Task item: In the data that follows, count each line with the string "Avenida"; the reply is the number only.

Records for this task below:

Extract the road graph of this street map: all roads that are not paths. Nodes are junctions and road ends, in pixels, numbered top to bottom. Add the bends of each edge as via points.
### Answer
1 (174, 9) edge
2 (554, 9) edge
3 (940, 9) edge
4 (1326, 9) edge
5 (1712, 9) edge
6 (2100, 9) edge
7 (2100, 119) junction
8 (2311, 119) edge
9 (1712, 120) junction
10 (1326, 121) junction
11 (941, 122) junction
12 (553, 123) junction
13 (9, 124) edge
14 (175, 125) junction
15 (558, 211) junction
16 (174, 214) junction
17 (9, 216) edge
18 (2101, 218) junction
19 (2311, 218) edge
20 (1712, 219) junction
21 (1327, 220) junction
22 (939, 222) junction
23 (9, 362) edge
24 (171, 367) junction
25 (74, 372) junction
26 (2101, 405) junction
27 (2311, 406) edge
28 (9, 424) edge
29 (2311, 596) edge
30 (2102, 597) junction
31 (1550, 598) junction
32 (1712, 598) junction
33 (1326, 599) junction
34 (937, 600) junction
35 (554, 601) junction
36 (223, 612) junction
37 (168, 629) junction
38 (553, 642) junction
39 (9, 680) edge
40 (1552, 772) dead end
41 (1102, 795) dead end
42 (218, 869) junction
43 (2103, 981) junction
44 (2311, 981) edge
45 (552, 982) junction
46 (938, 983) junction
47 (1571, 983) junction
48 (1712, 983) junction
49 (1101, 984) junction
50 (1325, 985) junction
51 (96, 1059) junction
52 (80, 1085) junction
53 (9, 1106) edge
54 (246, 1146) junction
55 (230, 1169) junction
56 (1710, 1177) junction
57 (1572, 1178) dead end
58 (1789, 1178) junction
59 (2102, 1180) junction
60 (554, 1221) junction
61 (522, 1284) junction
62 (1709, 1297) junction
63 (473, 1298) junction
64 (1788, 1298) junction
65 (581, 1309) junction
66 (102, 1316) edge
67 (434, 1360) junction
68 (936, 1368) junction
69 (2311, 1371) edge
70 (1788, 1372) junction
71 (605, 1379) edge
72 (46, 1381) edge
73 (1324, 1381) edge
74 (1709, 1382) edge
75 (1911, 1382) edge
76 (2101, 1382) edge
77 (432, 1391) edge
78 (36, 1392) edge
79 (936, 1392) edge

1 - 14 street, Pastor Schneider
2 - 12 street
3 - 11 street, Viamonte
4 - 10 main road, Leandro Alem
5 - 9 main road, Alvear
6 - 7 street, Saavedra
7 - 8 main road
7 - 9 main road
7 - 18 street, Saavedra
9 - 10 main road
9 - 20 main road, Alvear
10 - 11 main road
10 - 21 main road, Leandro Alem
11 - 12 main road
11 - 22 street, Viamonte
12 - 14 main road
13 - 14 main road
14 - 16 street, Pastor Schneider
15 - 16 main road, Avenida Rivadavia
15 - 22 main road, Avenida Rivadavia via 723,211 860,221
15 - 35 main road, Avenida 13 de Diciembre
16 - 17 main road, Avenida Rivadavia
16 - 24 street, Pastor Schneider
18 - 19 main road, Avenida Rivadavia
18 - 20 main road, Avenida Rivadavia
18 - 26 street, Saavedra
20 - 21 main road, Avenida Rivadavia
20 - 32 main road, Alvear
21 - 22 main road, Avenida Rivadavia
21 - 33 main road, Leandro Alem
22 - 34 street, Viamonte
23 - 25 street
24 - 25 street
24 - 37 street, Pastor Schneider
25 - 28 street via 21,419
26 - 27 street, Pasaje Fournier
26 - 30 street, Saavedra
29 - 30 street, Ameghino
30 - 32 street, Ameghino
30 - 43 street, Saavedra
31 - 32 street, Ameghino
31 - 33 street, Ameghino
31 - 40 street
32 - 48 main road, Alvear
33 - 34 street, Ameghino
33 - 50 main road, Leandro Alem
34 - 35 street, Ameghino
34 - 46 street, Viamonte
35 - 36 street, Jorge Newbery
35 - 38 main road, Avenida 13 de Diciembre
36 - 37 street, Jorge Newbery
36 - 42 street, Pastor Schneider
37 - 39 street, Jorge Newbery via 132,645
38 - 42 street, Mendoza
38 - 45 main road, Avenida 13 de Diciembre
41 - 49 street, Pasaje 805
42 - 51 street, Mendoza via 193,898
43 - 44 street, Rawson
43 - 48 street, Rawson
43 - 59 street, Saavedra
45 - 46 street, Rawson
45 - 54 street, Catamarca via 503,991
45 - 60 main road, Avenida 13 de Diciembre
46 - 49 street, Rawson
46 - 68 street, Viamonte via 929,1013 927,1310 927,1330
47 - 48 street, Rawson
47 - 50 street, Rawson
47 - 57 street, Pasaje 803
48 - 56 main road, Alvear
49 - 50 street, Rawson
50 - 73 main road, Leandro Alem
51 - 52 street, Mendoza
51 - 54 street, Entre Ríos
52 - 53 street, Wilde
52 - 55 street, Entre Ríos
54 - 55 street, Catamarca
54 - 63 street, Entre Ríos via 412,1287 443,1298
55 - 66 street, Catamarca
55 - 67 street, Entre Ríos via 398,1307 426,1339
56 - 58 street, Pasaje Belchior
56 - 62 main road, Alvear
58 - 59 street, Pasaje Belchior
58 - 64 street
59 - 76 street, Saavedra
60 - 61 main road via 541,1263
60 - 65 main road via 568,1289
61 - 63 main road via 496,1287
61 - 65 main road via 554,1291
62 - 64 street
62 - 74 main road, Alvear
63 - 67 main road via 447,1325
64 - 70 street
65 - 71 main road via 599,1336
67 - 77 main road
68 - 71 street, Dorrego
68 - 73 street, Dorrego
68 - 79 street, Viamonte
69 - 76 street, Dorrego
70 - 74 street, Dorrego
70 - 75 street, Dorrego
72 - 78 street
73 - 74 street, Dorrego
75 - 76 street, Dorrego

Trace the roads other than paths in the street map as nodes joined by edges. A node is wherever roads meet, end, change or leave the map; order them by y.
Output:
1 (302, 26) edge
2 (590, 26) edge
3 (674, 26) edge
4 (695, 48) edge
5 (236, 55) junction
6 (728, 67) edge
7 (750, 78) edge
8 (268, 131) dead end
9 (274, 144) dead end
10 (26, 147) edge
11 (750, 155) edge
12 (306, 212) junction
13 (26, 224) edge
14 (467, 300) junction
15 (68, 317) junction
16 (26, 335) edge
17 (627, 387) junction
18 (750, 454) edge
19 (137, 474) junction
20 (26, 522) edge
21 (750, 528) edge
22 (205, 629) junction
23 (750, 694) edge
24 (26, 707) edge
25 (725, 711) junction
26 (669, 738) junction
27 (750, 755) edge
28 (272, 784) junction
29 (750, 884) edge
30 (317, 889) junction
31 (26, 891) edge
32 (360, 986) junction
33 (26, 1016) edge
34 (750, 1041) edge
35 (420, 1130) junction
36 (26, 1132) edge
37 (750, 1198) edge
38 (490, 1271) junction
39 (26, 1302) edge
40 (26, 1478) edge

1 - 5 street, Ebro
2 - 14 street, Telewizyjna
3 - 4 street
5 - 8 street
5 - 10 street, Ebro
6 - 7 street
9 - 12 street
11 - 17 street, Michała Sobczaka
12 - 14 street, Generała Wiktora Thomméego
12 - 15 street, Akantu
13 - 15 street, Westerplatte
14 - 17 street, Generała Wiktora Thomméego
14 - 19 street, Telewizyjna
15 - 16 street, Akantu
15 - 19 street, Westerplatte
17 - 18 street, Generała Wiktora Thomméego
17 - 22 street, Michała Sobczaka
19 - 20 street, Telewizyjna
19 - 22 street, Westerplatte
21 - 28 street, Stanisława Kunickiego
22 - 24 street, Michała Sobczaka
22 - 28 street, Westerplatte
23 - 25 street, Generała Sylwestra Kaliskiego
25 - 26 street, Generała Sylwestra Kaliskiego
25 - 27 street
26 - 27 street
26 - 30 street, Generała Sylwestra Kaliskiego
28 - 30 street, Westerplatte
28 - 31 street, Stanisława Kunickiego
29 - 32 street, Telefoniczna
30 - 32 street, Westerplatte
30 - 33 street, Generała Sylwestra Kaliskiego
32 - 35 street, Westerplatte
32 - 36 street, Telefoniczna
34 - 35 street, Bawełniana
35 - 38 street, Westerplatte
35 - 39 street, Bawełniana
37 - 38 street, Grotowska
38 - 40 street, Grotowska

End of Records for this task.

Answer box: 11